▸ **The problem**
Pull every line with "screen" from the entries below.

▸ **Material supplied**
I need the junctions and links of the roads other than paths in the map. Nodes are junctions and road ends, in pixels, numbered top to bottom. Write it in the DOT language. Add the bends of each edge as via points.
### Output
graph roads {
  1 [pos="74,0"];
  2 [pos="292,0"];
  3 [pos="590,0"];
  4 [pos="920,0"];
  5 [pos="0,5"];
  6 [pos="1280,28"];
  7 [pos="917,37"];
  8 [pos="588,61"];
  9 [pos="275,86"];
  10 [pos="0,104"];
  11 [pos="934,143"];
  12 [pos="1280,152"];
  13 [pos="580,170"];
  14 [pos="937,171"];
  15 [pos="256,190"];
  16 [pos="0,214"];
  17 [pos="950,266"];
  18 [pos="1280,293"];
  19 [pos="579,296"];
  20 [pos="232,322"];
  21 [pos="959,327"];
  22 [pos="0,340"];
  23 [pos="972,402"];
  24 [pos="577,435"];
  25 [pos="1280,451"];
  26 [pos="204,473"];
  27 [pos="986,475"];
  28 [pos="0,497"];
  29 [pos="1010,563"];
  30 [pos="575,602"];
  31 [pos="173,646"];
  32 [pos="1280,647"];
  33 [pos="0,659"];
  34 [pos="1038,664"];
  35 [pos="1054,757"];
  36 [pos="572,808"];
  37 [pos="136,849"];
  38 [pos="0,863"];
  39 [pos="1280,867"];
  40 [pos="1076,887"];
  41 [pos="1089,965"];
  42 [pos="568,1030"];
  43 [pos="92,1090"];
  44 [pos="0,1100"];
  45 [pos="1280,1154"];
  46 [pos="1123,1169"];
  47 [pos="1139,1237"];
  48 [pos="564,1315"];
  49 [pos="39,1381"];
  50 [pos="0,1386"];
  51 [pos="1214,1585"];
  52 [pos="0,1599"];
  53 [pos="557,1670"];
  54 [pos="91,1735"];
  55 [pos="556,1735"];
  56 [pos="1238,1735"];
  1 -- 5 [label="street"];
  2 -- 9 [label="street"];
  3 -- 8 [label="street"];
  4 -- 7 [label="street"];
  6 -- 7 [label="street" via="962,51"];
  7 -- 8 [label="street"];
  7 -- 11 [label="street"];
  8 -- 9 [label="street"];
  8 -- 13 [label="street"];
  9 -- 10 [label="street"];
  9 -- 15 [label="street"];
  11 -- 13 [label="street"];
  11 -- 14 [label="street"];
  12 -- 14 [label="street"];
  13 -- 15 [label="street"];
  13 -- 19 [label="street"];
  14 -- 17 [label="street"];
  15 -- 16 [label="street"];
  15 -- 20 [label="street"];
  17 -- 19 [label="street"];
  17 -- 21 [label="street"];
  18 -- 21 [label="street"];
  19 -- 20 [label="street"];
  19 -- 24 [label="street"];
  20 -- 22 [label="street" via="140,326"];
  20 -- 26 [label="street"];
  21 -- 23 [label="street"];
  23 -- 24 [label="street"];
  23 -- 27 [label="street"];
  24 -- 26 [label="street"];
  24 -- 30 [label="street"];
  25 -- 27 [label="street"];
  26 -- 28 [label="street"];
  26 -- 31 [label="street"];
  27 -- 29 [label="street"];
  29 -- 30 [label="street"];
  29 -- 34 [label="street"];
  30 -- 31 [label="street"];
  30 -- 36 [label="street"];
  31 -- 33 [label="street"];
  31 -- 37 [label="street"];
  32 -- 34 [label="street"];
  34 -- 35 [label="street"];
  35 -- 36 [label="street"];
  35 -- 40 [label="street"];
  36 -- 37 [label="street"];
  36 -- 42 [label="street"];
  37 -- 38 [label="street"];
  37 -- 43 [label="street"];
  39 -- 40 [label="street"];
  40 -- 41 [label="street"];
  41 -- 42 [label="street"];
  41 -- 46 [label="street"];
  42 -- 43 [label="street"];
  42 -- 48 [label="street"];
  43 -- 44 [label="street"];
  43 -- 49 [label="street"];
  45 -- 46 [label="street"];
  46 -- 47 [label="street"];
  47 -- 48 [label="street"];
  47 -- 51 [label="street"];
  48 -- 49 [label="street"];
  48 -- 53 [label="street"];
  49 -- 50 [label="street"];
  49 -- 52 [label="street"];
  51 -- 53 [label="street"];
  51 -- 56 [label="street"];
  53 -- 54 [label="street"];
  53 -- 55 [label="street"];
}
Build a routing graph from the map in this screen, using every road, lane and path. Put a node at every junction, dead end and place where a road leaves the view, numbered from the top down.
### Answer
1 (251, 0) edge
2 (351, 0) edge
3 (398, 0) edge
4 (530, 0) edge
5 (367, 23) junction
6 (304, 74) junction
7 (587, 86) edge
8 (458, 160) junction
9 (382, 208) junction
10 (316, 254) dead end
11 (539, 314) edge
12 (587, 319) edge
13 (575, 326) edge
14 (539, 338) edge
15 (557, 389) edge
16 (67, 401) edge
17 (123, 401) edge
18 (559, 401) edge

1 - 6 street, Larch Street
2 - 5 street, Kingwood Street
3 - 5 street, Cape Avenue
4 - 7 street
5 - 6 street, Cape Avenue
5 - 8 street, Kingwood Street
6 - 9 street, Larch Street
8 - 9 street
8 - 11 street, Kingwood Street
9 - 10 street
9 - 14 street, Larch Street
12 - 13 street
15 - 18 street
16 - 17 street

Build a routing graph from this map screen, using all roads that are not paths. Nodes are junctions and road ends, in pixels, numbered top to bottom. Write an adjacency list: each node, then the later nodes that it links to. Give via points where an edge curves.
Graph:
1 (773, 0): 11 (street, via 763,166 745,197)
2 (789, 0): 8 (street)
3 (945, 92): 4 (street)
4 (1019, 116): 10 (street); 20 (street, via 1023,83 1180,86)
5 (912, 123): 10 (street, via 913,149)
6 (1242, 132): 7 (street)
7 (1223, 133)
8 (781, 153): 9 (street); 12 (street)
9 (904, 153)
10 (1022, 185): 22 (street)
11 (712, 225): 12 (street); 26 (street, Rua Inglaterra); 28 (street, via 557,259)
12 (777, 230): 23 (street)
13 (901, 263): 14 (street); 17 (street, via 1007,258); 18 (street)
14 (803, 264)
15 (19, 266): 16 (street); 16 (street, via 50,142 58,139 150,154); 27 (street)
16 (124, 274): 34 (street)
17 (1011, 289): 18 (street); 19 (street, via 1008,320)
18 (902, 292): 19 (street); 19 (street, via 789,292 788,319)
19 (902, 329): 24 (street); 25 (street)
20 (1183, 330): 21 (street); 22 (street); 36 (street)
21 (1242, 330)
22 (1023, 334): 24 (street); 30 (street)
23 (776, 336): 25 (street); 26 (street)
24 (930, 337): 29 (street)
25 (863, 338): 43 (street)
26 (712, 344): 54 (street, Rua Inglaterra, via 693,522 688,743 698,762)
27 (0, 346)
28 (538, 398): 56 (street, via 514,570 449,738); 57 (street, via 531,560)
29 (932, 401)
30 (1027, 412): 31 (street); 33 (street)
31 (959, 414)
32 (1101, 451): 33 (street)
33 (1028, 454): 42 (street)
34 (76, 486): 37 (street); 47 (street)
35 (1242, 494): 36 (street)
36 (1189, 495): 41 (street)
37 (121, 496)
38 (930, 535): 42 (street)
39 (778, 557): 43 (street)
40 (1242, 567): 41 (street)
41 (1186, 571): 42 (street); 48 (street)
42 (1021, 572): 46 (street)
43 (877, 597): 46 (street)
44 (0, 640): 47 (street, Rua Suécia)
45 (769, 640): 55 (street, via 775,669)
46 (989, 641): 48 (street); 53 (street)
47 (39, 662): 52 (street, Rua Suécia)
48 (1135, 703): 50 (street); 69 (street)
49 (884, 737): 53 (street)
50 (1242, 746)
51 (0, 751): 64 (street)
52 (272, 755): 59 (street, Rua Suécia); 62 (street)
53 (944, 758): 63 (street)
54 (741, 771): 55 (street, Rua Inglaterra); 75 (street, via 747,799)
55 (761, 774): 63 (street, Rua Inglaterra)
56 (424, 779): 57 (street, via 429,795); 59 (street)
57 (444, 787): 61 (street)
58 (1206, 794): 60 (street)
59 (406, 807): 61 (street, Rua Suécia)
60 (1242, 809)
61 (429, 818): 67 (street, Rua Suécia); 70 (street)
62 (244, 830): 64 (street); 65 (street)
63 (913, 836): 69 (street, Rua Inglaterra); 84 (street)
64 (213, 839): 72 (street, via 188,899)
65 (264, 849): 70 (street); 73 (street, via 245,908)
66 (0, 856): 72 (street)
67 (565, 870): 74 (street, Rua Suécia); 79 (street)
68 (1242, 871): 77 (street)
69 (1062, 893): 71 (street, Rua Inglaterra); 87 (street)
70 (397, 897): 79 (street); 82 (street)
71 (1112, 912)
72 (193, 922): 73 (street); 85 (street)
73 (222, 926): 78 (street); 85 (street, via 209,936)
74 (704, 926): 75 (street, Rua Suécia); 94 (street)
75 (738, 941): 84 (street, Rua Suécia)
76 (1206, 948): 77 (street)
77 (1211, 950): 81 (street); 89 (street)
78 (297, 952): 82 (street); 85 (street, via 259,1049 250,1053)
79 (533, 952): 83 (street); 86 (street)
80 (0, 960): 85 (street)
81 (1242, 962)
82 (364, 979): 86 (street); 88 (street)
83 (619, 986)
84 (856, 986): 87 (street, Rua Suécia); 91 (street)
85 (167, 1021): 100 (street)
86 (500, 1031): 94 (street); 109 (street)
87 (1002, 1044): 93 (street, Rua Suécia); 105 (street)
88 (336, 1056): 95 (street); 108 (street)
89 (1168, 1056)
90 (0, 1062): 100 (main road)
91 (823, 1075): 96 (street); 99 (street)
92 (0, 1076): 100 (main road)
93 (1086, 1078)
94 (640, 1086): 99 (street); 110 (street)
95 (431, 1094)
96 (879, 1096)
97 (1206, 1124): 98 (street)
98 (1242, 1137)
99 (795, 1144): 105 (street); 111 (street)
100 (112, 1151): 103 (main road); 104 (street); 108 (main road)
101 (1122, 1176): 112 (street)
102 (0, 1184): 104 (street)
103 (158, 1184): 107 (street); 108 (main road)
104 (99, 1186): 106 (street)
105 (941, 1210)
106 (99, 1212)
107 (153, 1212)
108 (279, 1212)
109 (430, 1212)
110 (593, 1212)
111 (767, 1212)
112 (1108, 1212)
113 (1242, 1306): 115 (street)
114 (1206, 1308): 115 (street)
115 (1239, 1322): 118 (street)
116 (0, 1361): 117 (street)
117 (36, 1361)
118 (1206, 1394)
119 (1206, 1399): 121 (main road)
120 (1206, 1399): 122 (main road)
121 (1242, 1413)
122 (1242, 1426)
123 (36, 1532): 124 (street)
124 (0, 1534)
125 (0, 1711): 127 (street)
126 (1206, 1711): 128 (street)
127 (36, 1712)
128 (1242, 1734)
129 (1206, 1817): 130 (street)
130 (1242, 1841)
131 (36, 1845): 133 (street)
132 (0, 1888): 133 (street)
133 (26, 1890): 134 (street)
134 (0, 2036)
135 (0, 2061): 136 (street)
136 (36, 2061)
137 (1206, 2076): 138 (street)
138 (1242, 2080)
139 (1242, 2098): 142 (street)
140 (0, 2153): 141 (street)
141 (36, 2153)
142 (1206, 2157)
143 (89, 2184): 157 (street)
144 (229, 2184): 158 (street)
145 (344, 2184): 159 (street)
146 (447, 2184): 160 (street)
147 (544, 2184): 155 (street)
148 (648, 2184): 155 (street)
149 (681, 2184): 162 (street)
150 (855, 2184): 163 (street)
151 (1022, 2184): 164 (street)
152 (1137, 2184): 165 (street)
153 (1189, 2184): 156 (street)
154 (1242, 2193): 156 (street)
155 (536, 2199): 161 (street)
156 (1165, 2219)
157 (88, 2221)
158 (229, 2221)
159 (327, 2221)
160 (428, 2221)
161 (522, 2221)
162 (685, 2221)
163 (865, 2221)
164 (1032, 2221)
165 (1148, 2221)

▸ **The answer**
Build a routing graph from the map in this screen, using every road, lane and path. Put a node at every junction, dead end and place where a road leaves the view, numbered from the top down.
Build a routing graph from this map screen, using all roads that are not paths. Nodes are junctions and road ends, in pixels, numbered top to bottom. Write an adjacency list: each node, then the later nodes that it links to. Give via points where an edge curves.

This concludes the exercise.